> **The task**
Please return every line of the material verbatim and skip any images.
--- Supplied records Enclosed Below ---
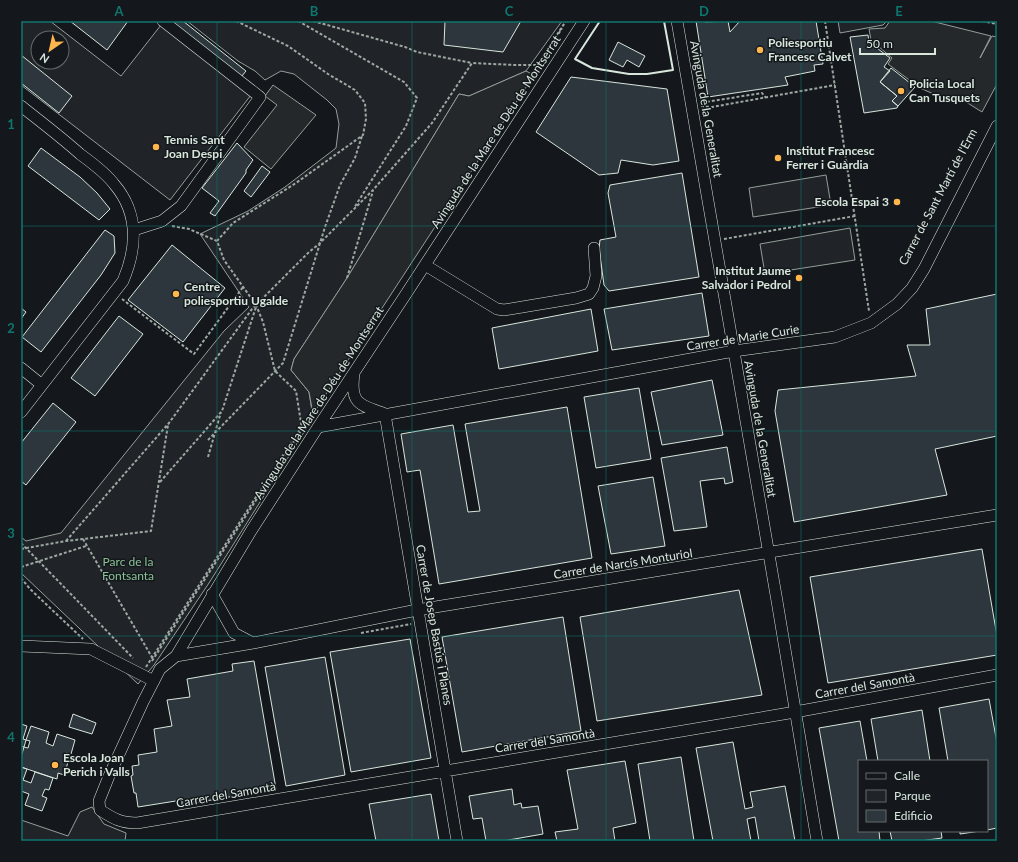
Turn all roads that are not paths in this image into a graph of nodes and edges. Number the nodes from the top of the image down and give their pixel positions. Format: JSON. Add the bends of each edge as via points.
{"nodes":[{"id":1,"x":163,"y":21,"type":"edge"},
{"id":2,"x":584,"y":21,"type":"edge"},
{"id":3,"x":677,"y":21,"type":"edge"},
{"id":4,"x":21,"y":106,"type":"edge"},
{"id":5,"x":997,"y":126,"type":"edge"},
{"id":6,"x":134,"y":230,"type":"junction"},
{"id":7,"x":594,"y":248,"type":"dead end"},
{"id":8,"x":425,"y":265,"type":"junction"},
{"id":9,"x":734,"y":351,"type":"junction"},
{"id":10,"x":21,"y":368,"type":"edge"},
{"id":11,"x":354,"y":374,"type":"junction"},
{"id":12,"x":42,"y":385,"type":"junction"},
{"id":13,"x":21,"y":412,"type":"edge"},
{"id":14,"x":385,"y":414,"type":"junction"},
{"id":15,"x":318,"y":426,"type":"junction"},
{"id":16,"x":997,"y":515,"type":"edge"},
{"id":17,"x":769,"y":553,"type":"junction"},
{"id":18,"x":212,"y":594,"type":"junction"},
{"id":19,"x":417,"y":610,"type":"junction"},
{"id":20,"x":254,"y":643,"type":"junction"},
{"id":21,"x":21,"y":646,"type":"edge"},
{"id":22,"x":176,"y":656,"type":"junction"},
{"id":23,"x":997,"y":676,"type":"edge"},
{"id":24,"x":154,"y":681,"type":"junction"},
{"id":25,"x":795,"y":712,"type":"junction"},
{"id":26,"x":446,"y":771,"type":"junction"},
{"id":27,"x":100,"y":810,"type":"joint"},
{"id":28,"x":457,"y":841,"type":"edge"},
{"id":29,"x":817,"y":841,"type":"edge"}],
"edges":[{"from":1,"to":6,"type":"street","via":[[260,97],[181,206],[162,221]]},
{"from":2,"to":8,"type":"street","name":"Avinguda de la Mare de Déu de Montserrat"},
{"from":3,"to":9,"type":"street","name":"Avinguda de la Generalitat"},
{"from":4,"to":6,"type":"street","via":[[115,185],[126,201]]},
{"from":5,"to":9,"type":"street","name":"Carrer de Marie Curie","via":[[924,269],[912,288],[897,304],[871,323],[835,338]]},
{"from":6,"to":12,"type":"street","via":[[131,260],[122,281]]},
{"from":7,"to":8,"type":"street","via":[[596,276],[589,294],[504,310],[497,309]]},
{"from":8,"to":11,"type":"street","name":"Avinguda de la Mare de Déu de Montserrat"},
{"from":9,"to":14,"type":"street","name":"Carrer de Marie Curie"},
{"from":9,"to":17,"type":"street","name":"Avinguda de la Generalitat"},
{"from":10,"to":12,"type":"street"},
{"from":11,"to":14,"type":"street","name":"Carrer de Marie Curie","via":[[352,389],[357,400],[363,407]]},
{"from":11,"to":15,"type":"street","name":"Avinguda de la Mare de Déu de Montserrat"},
{"from":12,"to":13,"type":"street"},
{"from":14,"to":15,"type":"street","name":"Carrer de Marie Curie"},
{"from":14,"to":19,"type":"street","name":"Carrer de Josep Bastús i Planes"},
{"from":15,"to":18,"type":"street","name":"Avinguda de la Mare de Déu de Montserrat"},
{"from":16,"to":17,"type":"street","name":"Carrer de Narcís Monturiol"},
{"from":17,"to":19,"type":"street","name":"Carrer de Narcís Monturiol"},
{"from":17,"to":25,"type":"street","name":"Avinguda de la Generalitat"},
{"from":18,"to":20,"type":"street","via":[[234,633]]},
{"from":18,"to":22,"type":"street","name":"Avinguda de la Mare de Déu de Montserrat"},
{"from":19,"to":20,"type":"street","name":"Carrer de Narcís Monturiol"},
{"from":19,"to":26,"type":"street","name":"Carrer de Josep Bastús i Planes"},
{"from":20,"to":22,"type":"street","name":"Carrer de Narcís Monturiol"},
{"from":21,"to":24,"type":"street","via":[[91,649]]},
{"from":22,"to":24,"type":"street","name":"Avinguda de la Mare de Déu de Montserrat","via":[[160,670]]},
{"from":23,"to":25,"type":"street","name":"Carrer del Samontà"},
{"from":24,"to":27,"type":"street","name":"Avinguda de la Mare de Déu de Montserrat","via":[[109,776],[99,801]]},
{"from":25,"to":26,"type":"street","name":"Carrer del Samontà"},
{"from":25,"to":29,"type":"street","name":"Avinguda de la Generalitat"},
{"from":26,"to":27,"type":"street","name":"Carrer del Samontà","via":[[137,823],[125,823]]},
{"from":26,"to":28,"type":"street","name":"Carrer de Josep Bastús i Planes"}]}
--- End of Enclosed Supplied records ---
> **Output for this exercise**
Turn all roads that are not paths in this image into a graph of nodes and edges. Number the nodes from the top of the image down and give their pixel positions. Format: JSON. Add the bends of each edge as via points.
{"nodes":[{"id":1,"x":163,"y":21,"type":"edge"},
{"id":2,"x":584,"y":21,"type":"edge"},
{"id":3,"x":677,"y":21,"type":"edge"},
{"id":4,"x":21,"y":106,"type":"edge"},
{"id":5,"x":997,"y":126,"type":"edge"},
{"id":6,"x":134,"y":230,"type":"junction"},
{"id":7,"x":594,"y":248,"type":"dead end"},
{"id":8,"x":425,"y":265,"type":"junction"},
{"id":9,"x":734,"y":351,"type":"junction"},
{"id":10,"x":21,"y":368,"type":"edge"},
{"id":11,"x":354,"y":374,"type":"junction"},
{"id":12,"x":42,"y":385,"type":"junction"},
{"id":13,"x":21,"y":412,"type":"edge"},
{"id":14,"x":385,"y":414,"type":"junction"},
{"id":15,"x":318,"y":426,"type":"junction"},
{"id":16,"x":997,"y":515,"type":"edge"},
{"id":17,"x":769,"y":553,"type":"junction"},
{"id":18,"x":212,"y":594,"type":"junction"},
{"id":19,"x":417,"y":610,"type":"junction"},
{"id":20,"x":254,"y":643,"type":"junction"},
{"id":21,"x":21,"y":646,"type":"edge"},
{"id":22,"x":176,"y":656,"type":"junction"},
{"id":23,"x":997,"y":676,"type":"edge"},
{"id":24,"x":154,"y":681,"type":"junction"},
{"id":25,"x":795,"y":712,"type":"junction"},
{"id":26,"x":446,"y":771,"type":"junction"},
{"id":27,"x":100,"y":810,"type":"joint"},
{"id":28,"x":457,"y":841,"type":"edge"},
{"id":29,"x":817,"y":841,"type":"edge"}],
"edges":[{"from":1,"to":6,"type":"street","via":[[260,97],[181,206],[162,221]]},
{"from":2,"to":8,"type":"street","name":"Avinguda de la Mare de Déu de Montserrat"},
{"from":3,"to":9,"type":"street","name":"Avinguda de la Generalitat"},
{"from":4,"to":6,"type":"street","via":[[115,185],[126,201]]},
{"from":5,"to":9,"type":"street","name":"Carrer de Marie Curie","via":[[924,269],[912,288],[897,304],[871,323],[835,338]]},
{"from":6,"to":12,"type":"street","via":[[131,260],[122,281]]},
{"from":7,"to":8,"type":"street","via":[[596,276],[589,294],[504,310],[497,309]]},
{"from":8,"to":11,"type":"street","name":"Avinguda de la Mare de Déu de Montserrat"},
{"from":9,"to":14,"type":"street","name":"Carrer de Marie Curie"},
{"from":9,"to":17,"type":"street","name":"Avinguda de la Generalitat"},
{"from":10,"to":12,"type":"street"},
{"from":11,"to":14,"type":"street","name":"Carrer de Marie Curie","via":[[352,389],[357,400],[363,407]]},
{"from":11,"to":15,"type":"street","name":"Avinguda de la Mare de Déu de Montserrat"},
{"from":12,"to":13,"type":"street"},
{"from":14,"to":15,"type":"street","name":"Carrer de Marie Curie"},
{"from":14,"to":19,"type":"street","name":"Carrer de Josep Bastús i Planes"},
{"from":15,"to":18,"type":"street","name":"Avinguda de la Mare de Déu de Montserrat"},
{"from":16,"to":17,"type":"street","name":"Carrer de Narcís Monturiol"},
{"from":17,"to":19,"type":"street","name":"Carrer de Narcís Monturiol"},
{"from":17,"to":25,"type":"street","name":"Avinguda de la Generalitat"},
{"from":18,"to":20,"type":"street","via":[[234,633]]},
{"from":18,"to":22,"type":"street","name":"Avinguda de la Mare de Déu de Montserrat"},
{"from":19,"to":20,"type":"street","name":"Carrer de Narcís Monturiol"},
{"from":19,"to":26,"type":"street","name":"Carrer de Josep Bastús i Planes"},
{"from":20,"to":22,"type":"street","name":"Carrer de Narcís Monturiol"},
{"from":21,"to":24,"type":"street","via":[[91,649]]},
{"from":22,"to":24,"type":"street","name":"Avinguda de la Mare de Déu de Montserrat","via":[[160,670]]},
{"from":23,"to":25,"type":"street","name":"Carrer del Samontà"},
{"from":24,"to":27,"type":"street","name":"Avinguda de la Mare de Déu de Montserrat","via":[[109,776],[99,801]]},
{"from":25,"to":26,"type":"street","name":"Carrer del Samontà"},
{"from":25,"to":29,"type":"street","name":"Avinguda de la Generalitat"},
{"from":26,"to":27,"type":"street","name":"Carrer del Samontà","via":[[137,823],[125,823]]},
{"from":26,"to":28,"type":"street","name":"Carrer de Josep Bastús i Planes"}]}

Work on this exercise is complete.